UNITED STATES DISTRICT COURT SOUTHERN DISTRICT OF NEW YORK


July 22, 2009

IN RE MORGAN STANLEY & CO., INC.

The opinion of the court was delivered by: Alvin K. Hellerstein, U.S.D.J.

ORDER GRANTING AUCTION RATE SECURITY DERIVATIVE REHEARING AND LITIGATION, CONFIRMING PRIOR ORDER

Plaintiffs Louisiana Municipal Police Employees Retirement System and Terry G. Thomas move for rehearing of my summary order of June 23, 2009.

In that order, summarizing my extemporaneously issued order earlier that day, I ruled that plaintiffs should have made demand on the directors of Morgan Stanley & Co., Inc. to sue its officers and directors for the claims alleged in plaintiffs' Consolidated Shareholder Derivative Complaint. I held that demand would not have been futile; that plaintiffs should now be given the opportunity to make demand; that, if plaintiffs failed to make demand within a set period of time, their lawsuit would be dismissed; that, if they made demand, defendant could investigate and either adopt the lawsuit or move to dismiss it, as an exercise of the directors' sound business judgment.

I ruled that the board of a corporation could be independent if at least one board member remained independent, for he could appoint a special litigation committee to investigate plaintiffs' allegations and recommend whether or not a lawsuit should be brought. However, as plaintiffs' motion for rehearing points out, a demand is excused under Delaware law whenever a majority of the defendant's corporate board has lost its independence. Rales v. Blasband, 634 A.2d 927, 937 (Del. 1993); Aronson v. Lewis, 473 A.2d 805, 815 (Del. 1984). A board may then be able to ask a court to stay a lawsuit while a special litigation committee investigates, but that is a matter of defense after a demand is made, and not an excuse of the requirement to make a demand. See 2 Dennis J. Block, Nancy E. Barton & Stephen A. Radin, The Business Judgment Rule 1689-90 (5th ed. 1998).

Because of my ruling, I did not make findings as to the independence of the Morgan Stanley directors. I now hold that a majority were not conflicted and were independent at the time suit was filed.

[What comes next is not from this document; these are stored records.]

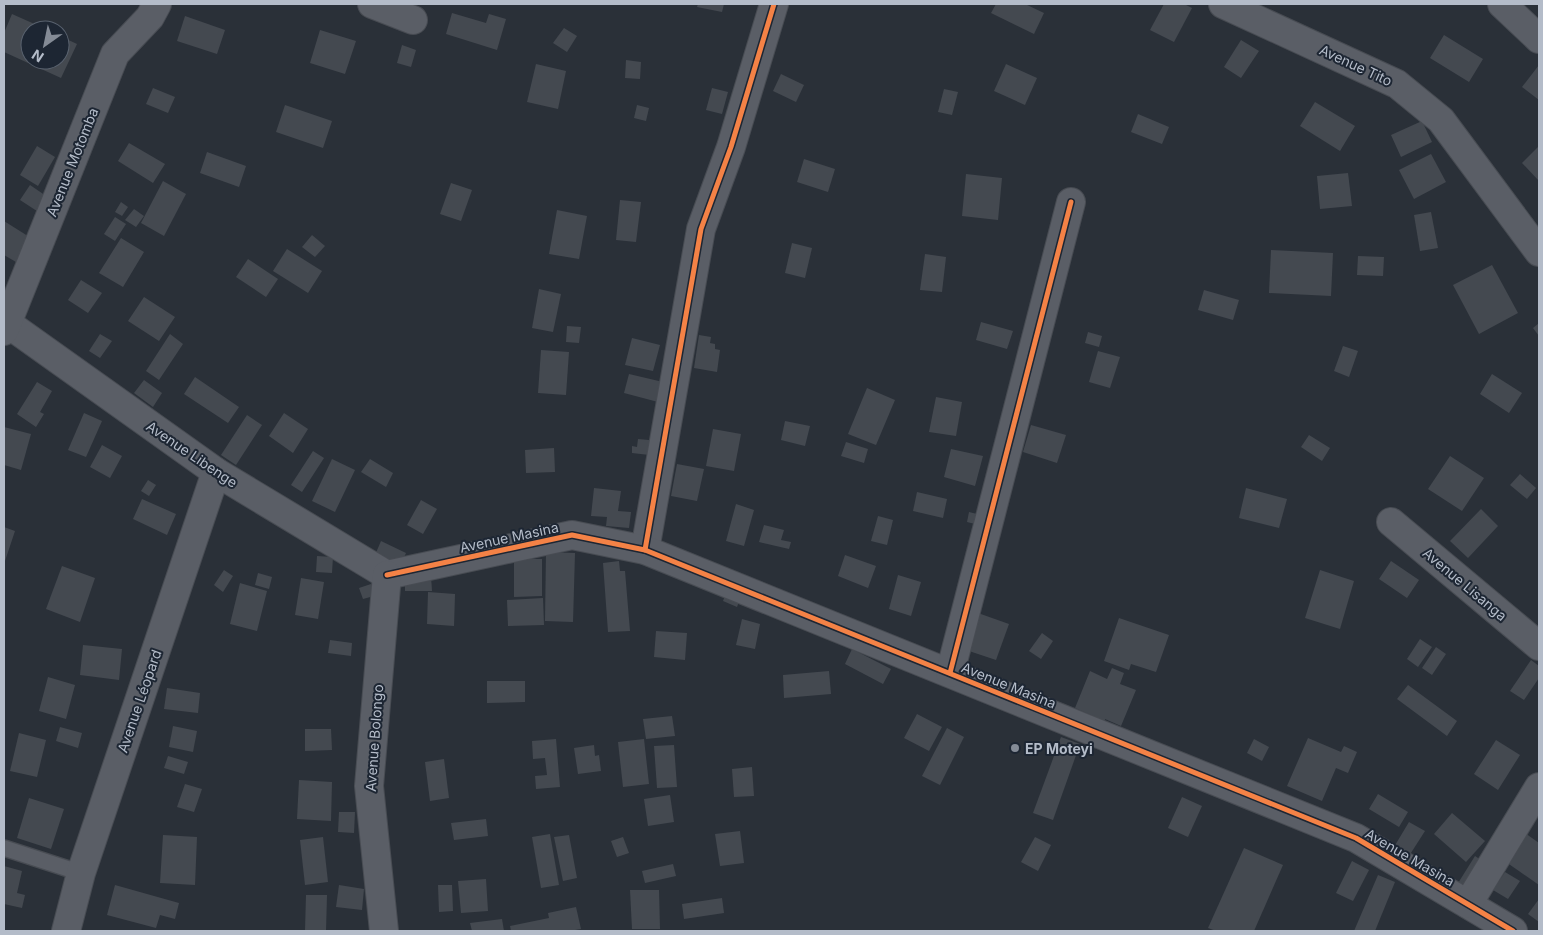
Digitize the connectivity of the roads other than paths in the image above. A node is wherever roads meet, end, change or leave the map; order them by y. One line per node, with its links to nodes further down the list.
1 (157, 4): 10 (street, Avenue Motomba)
2 (372, 4): 6 (street)
3 (774, 4): 13 (street)
4 (1223, 4): 9 (street, Avenue Tito)
5 (1502, 4): 7 (street)
6 (413, 20)
7 (1539, 39)
8 (1071, 202): 16 (street)
9 (1539, 252)
10 (5, 325): 11 (street, Avenue Libenge)
11 (216, 472): 14 (street, Avenue Libenge); 19 (street, Avenue Léopard)
12 (1391, 522): 15 (street, Avenue Lisanga)
13 (645, 550): 14 (street, Avenue Masina); 16 (street, Avenue Masina)
14 (387, 575): 22 (street, Avenue Bolongo)
15 (1539, 646)
16 (950, 673): 20 (street, Avenue Masina)
17 (1539, 788): 20 (street)
18 (4, 848): 19 (lane)
19 (81, 873): 21 (street, Avenue Léopard)
20 (1468, 904): 23 (street, Avenue Masina)
21 (66, 931)
22 (384, 931)
23 (1513, 931)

Morgan Stanley had eleven directors. Defendant concedes that two of them, John J. Mack and O. Griffith Sexton, were conflicted. I hold that a third director, Roy J. Bostock, also was conflicted, because Mack, the company's Chairman, had given Bostock's son-in-law the position of Managing Director, a coveted and lucrative position. See Rales, 634 A. 2d at 937 (noting director not independent who, inter alia, has two brothers serving as vice presidents of company controlled by defendants). A fourth, Laura D. Tyson, also may have been conflicted because of, allegedly, making inside sales.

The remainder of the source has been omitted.